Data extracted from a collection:
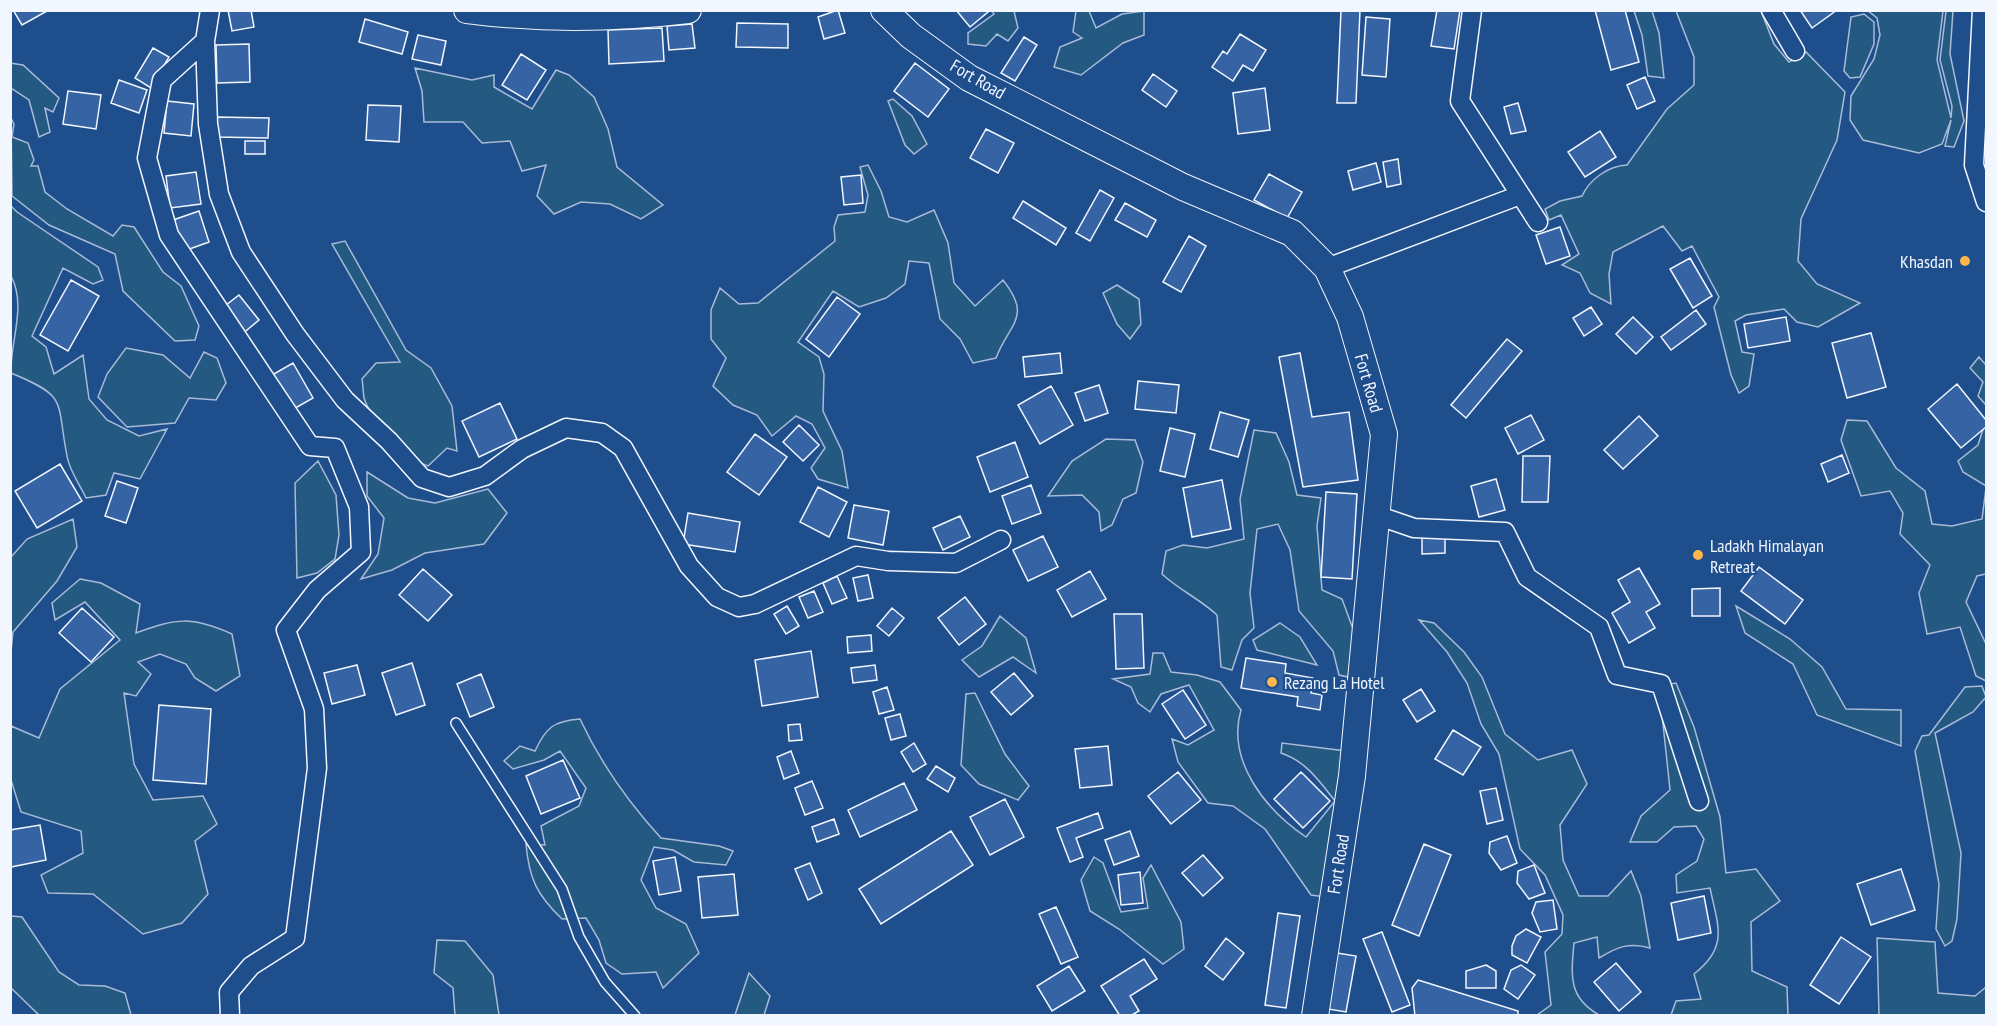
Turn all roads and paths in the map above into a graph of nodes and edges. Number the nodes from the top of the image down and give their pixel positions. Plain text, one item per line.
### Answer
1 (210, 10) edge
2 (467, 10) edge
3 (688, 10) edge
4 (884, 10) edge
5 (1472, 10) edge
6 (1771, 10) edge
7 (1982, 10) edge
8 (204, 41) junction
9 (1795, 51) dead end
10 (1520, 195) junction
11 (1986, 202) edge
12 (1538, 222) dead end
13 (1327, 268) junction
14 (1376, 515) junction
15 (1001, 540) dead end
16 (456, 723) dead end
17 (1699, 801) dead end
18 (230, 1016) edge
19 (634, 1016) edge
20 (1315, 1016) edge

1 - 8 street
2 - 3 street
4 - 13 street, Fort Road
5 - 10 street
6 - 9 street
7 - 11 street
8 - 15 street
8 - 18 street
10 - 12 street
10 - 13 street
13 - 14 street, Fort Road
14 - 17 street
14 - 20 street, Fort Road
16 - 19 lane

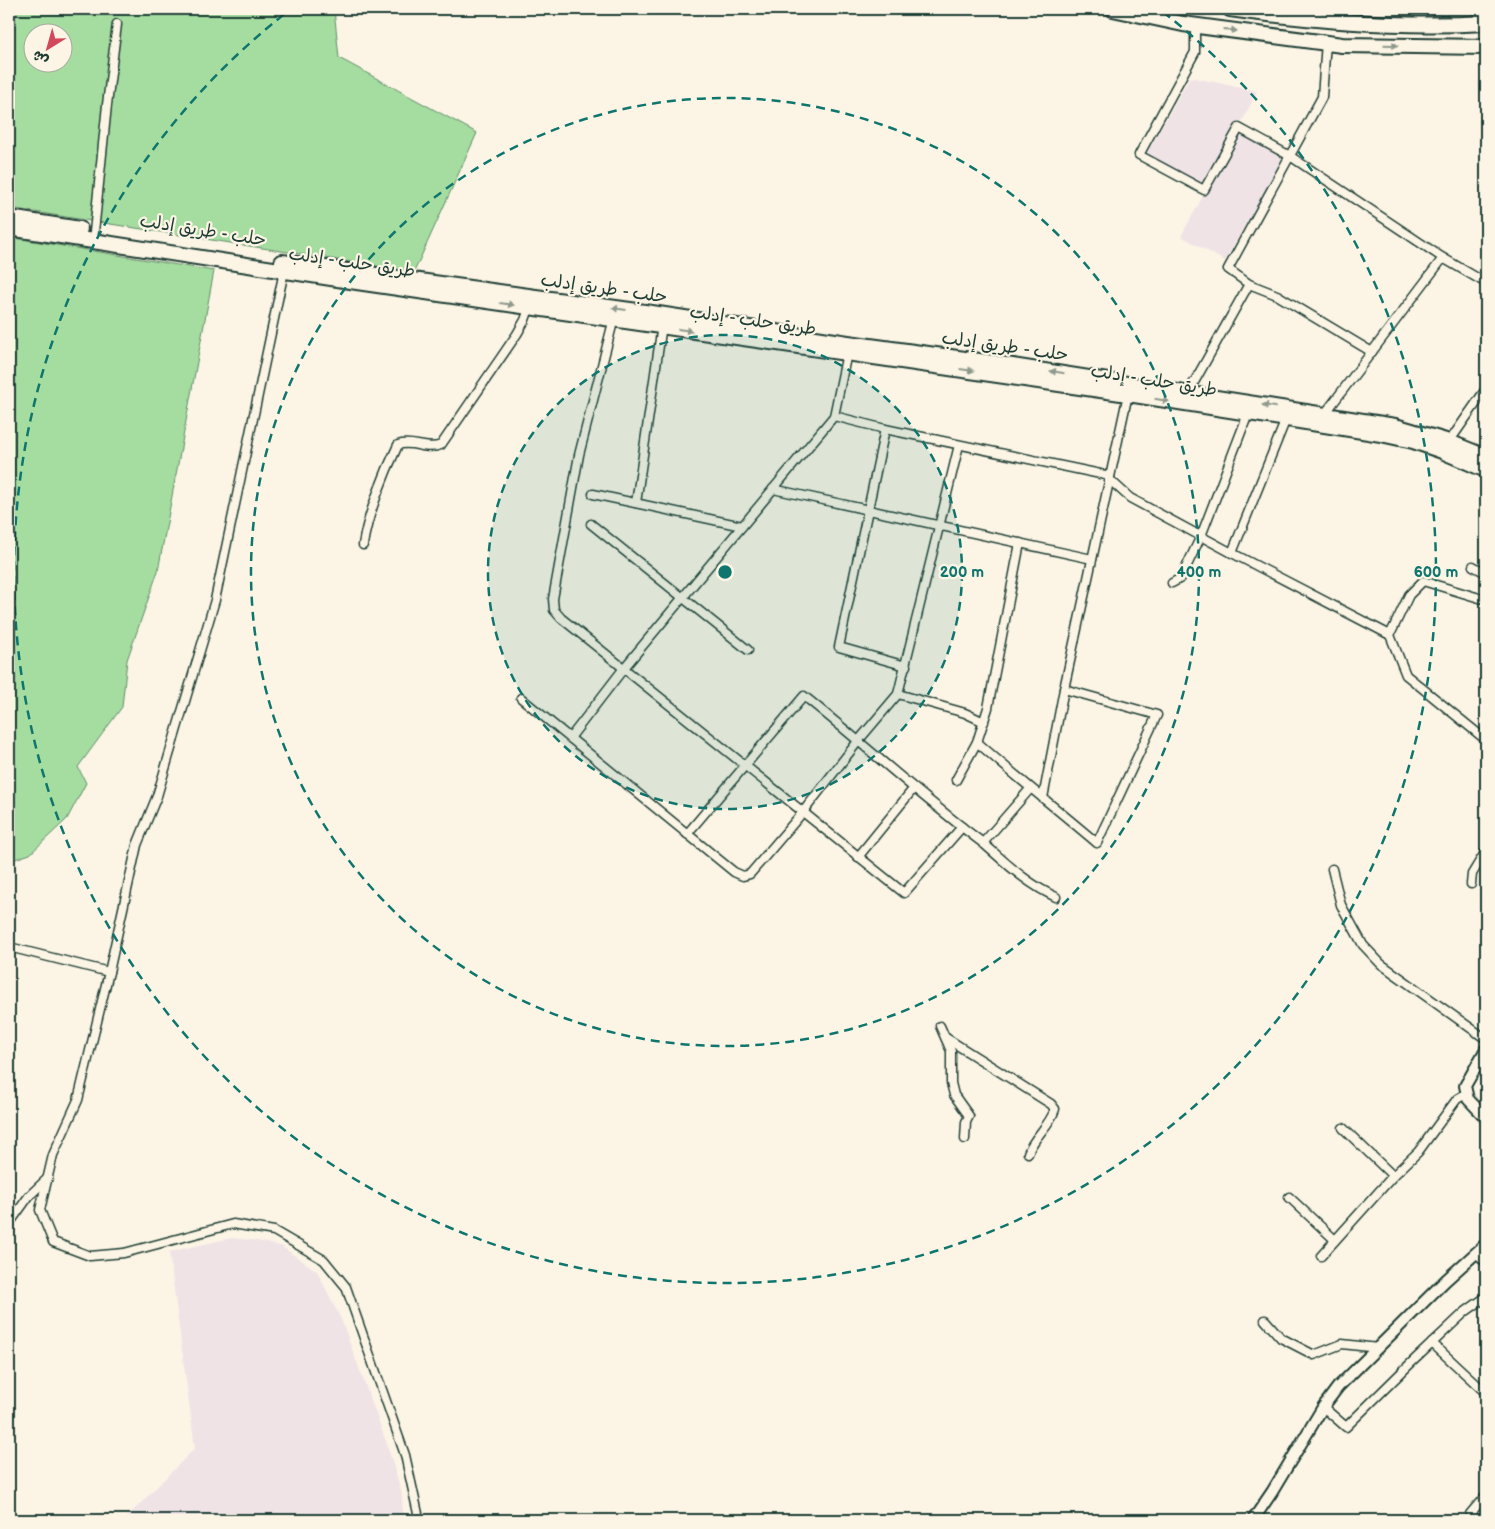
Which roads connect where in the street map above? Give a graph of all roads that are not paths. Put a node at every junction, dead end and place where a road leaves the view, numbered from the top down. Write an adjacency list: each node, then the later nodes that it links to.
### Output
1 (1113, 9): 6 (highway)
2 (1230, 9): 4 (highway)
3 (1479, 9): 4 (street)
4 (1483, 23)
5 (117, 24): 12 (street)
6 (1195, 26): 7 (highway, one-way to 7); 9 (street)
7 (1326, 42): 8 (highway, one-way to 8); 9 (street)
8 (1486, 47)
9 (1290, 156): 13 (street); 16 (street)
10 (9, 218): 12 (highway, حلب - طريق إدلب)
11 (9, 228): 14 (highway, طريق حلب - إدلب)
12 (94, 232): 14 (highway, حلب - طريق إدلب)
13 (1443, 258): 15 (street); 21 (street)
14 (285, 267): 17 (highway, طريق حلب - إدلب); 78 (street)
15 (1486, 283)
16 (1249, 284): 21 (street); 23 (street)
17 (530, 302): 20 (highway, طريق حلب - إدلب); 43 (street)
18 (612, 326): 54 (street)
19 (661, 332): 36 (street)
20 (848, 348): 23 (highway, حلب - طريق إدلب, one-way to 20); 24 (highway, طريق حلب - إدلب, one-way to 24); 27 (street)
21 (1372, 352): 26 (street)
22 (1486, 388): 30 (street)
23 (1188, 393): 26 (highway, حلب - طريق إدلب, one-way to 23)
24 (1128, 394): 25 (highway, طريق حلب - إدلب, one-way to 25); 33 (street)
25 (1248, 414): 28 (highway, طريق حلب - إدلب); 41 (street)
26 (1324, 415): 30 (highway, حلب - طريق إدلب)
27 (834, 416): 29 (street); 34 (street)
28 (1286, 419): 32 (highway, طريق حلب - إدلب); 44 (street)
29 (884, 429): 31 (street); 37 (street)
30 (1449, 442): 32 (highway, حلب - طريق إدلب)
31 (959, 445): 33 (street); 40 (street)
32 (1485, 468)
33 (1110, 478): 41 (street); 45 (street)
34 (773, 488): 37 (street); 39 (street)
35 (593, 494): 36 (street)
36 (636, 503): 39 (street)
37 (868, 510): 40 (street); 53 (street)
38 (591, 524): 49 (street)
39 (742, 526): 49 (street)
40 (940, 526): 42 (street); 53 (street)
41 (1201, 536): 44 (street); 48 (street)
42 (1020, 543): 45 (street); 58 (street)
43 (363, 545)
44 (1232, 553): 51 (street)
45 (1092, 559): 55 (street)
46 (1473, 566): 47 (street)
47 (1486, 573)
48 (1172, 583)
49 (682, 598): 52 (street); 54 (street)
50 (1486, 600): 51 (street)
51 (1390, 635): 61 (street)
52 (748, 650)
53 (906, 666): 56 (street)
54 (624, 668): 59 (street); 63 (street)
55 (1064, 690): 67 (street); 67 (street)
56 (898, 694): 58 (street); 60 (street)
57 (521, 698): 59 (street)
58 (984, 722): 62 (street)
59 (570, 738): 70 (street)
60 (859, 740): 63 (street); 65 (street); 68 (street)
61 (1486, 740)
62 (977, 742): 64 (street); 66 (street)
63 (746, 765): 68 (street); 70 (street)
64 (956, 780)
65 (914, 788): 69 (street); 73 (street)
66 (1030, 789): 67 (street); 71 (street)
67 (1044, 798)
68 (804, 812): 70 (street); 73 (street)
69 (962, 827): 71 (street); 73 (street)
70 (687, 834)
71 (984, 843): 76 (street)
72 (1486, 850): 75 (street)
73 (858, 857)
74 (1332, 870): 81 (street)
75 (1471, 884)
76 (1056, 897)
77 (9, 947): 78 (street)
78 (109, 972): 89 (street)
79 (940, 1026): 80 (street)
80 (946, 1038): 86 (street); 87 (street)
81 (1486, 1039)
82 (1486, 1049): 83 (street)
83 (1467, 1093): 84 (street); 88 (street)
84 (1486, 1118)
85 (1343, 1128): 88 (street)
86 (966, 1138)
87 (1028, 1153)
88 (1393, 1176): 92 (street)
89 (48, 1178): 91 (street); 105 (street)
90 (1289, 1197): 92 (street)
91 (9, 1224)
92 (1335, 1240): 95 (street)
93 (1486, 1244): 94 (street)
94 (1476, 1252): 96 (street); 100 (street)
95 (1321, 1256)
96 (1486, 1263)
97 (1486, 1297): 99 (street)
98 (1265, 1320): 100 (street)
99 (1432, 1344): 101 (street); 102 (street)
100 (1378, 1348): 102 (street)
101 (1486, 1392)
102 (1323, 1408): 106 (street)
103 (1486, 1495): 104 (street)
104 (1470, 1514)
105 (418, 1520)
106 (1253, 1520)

- [About this task]:
All pictures are to be skipped; the lines from the first line of the records through the line containing "Which roads connect" are to be repeated exactly, both ends included.

- [Response]:
Turn all roads and paths in the map above into a graph of nodes and edges. Number the nodes from the top of the image down and give their pixel positions. Plain text, one item per line.
### Answer
1 (210, 10) edge
2 (467, 10) edge
3 (688, 10) edge
4 (884, 10) edge
5 (1472, 10) edge
6 (1771, 10) edge
7 (1982, 10) edge
8 (204, 41) junction
9 (1795, 51) dead end
10 (1520, 195) junction
11 (1986, 202) edge
12 (1538, 222) dead end
13 (1327, 268) junction
14 (1376, 515) junction
15 (1001, 540) dead end
16 (456, 723) dead end
17 (1699, 801) dead end
18 (230, 1016) edge
19 (634, 1016) edge
20 (1315, 1016) edge

1 - 8 street
2 - 3 street
4 - 13 street, Fort Road
5 - 10 street
6 - 9 street
7 - 11 street
8 - 15 street
8 - 18 street
10 - 12 street
10 - 13 street
13 - 14 street, Fort Road
14 - 17 street
14 - 20 street, Fort Road
16 - 19 lane

Which roads connect where in the street map above? Give a graph of all roads that are not paths. Put a node at every junction, dead end and place where a road leaves the view, numbered from the top down. Write an adjacency list: each node, then the later nodes that it links to.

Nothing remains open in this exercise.